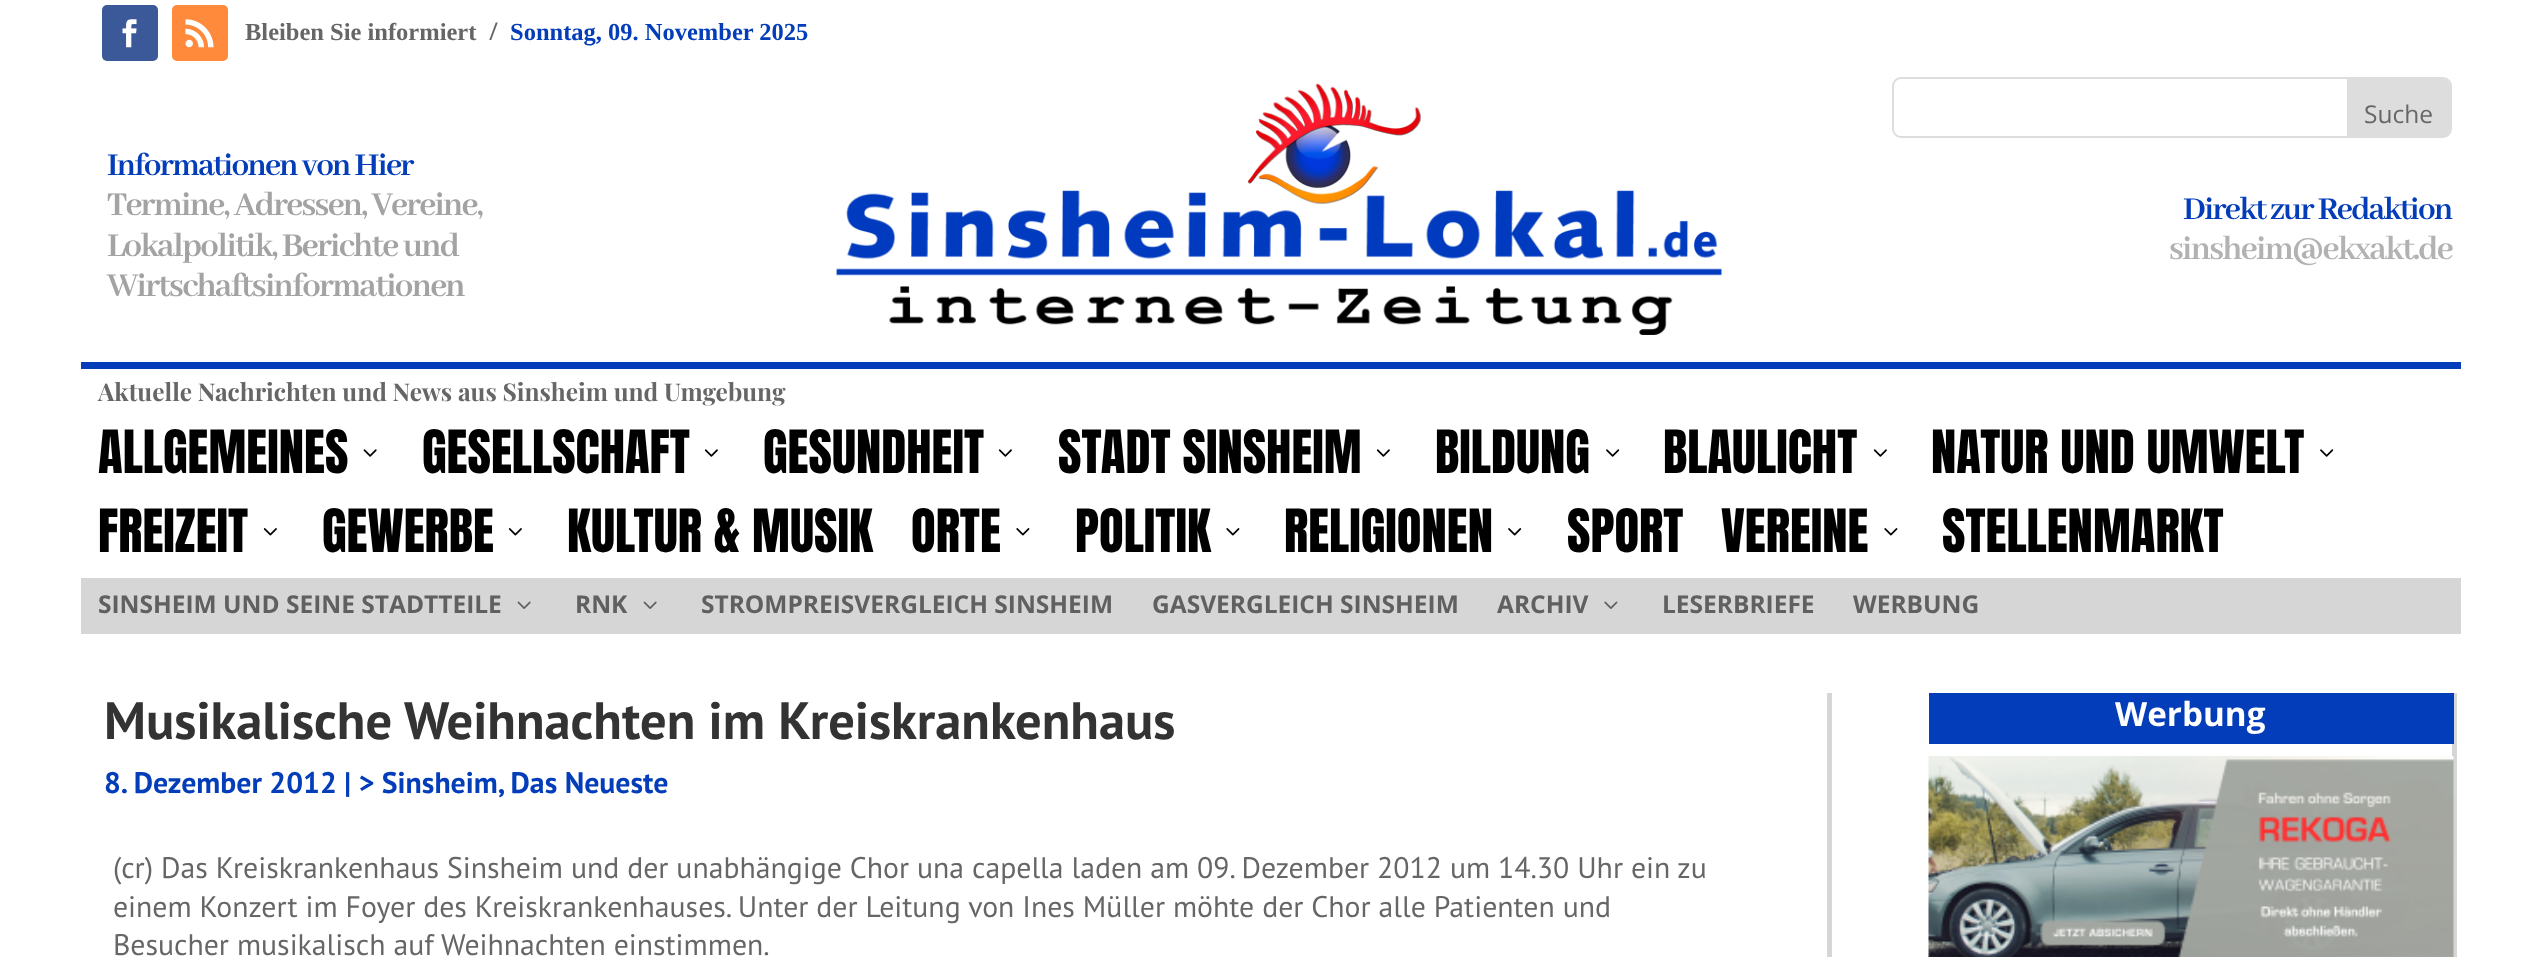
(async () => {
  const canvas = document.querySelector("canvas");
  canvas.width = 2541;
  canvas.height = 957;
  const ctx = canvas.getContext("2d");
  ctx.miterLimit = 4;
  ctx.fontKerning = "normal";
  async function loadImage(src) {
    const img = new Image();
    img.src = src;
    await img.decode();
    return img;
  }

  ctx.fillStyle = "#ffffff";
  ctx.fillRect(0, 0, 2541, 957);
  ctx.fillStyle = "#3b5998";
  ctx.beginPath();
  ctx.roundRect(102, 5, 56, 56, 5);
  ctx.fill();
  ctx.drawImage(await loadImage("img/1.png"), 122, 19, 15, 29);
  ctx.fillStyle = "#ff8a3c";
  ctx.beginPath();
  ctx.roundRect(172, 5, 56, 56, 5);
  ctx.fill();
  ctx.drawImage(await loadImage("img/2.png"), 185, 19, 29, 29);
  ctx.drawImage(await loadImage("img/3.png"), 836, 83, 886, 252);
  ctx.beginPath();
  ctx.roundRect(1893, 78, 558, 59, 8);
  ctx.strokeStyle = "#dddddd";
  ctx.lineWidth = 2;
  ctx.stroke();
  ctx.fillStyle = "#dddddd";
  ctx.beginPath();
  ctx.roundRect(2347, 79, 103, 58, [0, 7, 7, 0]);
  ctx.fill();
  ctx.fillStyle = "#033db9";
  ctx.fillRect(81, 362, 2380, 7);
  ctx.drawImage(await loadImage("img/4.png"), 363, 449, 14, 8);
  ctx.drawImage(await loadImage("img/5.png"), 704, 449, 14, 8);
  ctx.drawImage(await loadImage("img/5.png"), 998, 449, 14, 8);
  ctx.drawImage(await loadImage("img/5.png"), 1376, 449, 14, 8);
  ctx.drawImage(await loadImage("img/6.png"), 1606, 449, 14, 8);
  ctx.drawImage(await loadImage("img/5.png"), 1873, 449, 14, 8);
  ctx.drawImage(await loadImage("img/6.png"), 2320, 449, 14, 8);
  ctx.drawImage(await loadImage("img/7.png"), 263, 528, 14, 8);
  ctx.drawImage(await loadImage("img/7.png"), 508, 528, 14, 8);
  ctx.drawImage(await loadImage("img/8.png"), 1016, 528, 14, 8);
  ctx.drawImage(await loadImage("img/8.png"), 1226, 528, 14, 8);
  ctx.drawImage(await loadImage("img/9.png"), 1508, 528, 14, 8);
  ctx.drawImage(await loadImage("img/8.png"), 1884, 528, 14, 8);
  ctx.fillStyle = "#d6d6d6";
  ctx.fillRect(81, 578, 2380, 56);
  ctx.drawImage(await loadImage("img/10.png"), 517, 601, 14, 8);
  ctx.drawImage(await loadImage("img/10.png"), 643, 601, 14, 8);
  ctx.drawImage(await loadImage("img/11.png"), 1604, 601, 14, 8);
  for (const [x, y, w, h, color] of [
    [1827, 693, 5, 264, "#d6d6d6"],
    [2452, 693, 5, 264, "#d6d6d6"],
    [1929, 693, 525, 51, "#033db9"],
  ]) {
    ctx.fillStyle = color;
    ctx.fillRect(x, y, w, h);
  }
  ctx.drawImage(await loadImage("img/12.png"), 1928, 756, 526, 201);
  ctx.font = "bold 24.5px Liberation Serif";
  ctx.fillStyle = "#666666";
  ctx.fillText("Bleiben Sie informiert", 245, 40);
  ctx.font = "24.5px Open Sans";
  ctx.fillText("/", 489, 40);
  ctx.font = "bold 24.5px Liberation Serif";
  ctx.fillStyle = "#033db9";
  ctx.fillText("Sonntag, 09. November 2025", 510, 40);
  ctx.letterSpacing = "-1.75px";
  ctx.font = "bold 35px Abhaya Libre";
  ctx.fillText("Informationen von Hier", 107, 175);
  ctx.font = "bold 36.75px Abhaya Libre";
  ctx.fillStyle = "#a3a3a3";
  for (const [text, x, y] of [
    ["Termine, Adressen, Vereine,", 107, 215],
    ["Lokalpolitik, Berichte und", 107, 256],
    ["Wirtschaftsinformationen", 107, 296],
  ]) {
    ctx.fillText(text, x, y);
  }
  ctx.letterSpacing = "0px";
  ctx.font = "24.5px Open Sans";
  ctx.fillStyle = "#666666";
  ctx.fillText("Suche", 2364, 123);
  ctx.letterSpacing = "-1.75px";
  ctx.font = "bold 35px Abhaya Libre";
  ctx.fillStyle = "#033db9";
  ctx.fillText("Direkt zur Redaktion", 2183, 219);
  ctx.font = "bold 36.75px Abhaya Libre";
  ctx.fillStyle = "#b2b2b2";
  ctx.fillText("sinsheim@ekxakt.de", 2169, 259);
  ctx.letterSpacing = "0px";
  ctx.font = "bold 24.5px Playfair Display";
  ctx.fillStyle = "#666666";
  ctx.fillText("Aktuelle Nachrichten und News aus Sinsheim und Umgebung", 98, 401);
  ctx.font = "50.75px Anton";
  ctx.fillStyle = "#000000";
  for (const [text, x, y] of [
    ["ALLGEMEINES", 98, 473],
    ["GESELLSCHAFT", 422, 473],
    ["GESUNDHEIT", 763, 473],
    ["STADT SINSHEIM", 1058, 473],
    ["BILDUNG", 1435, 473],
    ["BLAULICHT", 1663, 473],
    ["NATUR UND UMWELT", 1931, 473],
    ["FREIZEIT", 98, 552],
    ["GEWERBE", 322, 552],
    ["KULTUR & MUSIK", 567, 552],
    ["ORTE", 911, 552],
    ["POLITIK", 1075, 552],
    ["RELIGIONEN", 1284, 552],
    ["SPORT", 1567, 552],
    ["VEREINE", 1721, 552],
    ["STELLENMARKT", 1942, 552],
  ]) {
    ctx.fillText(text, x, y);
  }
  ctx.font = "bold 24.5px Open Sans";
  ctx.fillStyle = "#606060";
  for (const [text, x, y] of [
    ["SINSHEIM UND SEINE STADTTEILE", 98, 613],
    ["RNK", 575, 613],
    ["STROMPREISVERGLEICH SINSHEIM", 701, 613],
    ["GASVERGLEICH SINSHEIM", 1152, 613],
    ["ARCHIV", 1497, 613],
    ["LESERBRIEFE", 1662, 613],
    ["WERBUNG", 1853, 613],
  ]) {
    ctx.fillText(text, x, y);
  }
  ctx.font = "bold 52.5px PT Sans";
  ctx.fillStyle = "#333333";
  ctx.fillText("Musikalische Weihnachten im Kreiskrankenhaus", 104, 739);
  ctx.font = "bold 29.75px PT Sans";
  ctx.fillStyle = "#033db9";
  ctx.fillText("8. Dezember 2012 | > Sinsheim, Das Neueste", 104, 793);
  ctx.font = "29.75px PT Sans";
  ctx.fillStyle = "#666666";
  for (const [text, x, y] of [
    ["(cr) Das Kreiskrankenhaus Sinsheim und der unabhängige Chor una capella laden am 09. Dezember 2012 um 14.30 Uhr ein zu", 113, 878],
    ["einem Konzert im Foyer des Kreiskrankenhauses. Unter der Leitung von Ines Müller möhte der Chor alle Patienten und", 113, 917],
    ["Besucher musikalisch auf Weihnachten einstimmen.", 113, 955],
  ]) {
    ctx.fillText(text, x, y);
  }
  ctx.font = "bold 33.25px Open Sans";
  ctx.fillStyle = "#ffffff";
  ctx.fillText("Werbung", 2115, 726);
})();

▸ **DIRECTIONS**
Could you filter the material above and copy each line that holds the word "bold"?

▸ **SOLUTION**
  ctx.font = "bold 24.5px Liberation Serif";
  ctx.font = "bold 24.5px Liberation Serif";
  ctx.font = "bold 35px Abhaya Libre";
  ctx.font = "bold 36.75px Abhaya Libre";
  ctx.font = "bold 35px Abhaya Libre";
  ctx.font = "bold 36.75px Abhaya Libre";
  ctx.font = "bold 24.5px Playfair Display";
  ctx.font = "bold 24.5px Open Sans";
  ctx.font = "bold 52.5px PT Sans";
  ctx.font = "bold 29.75px PT Sans";
  ctx.font = "bold 33.25px Open Sans";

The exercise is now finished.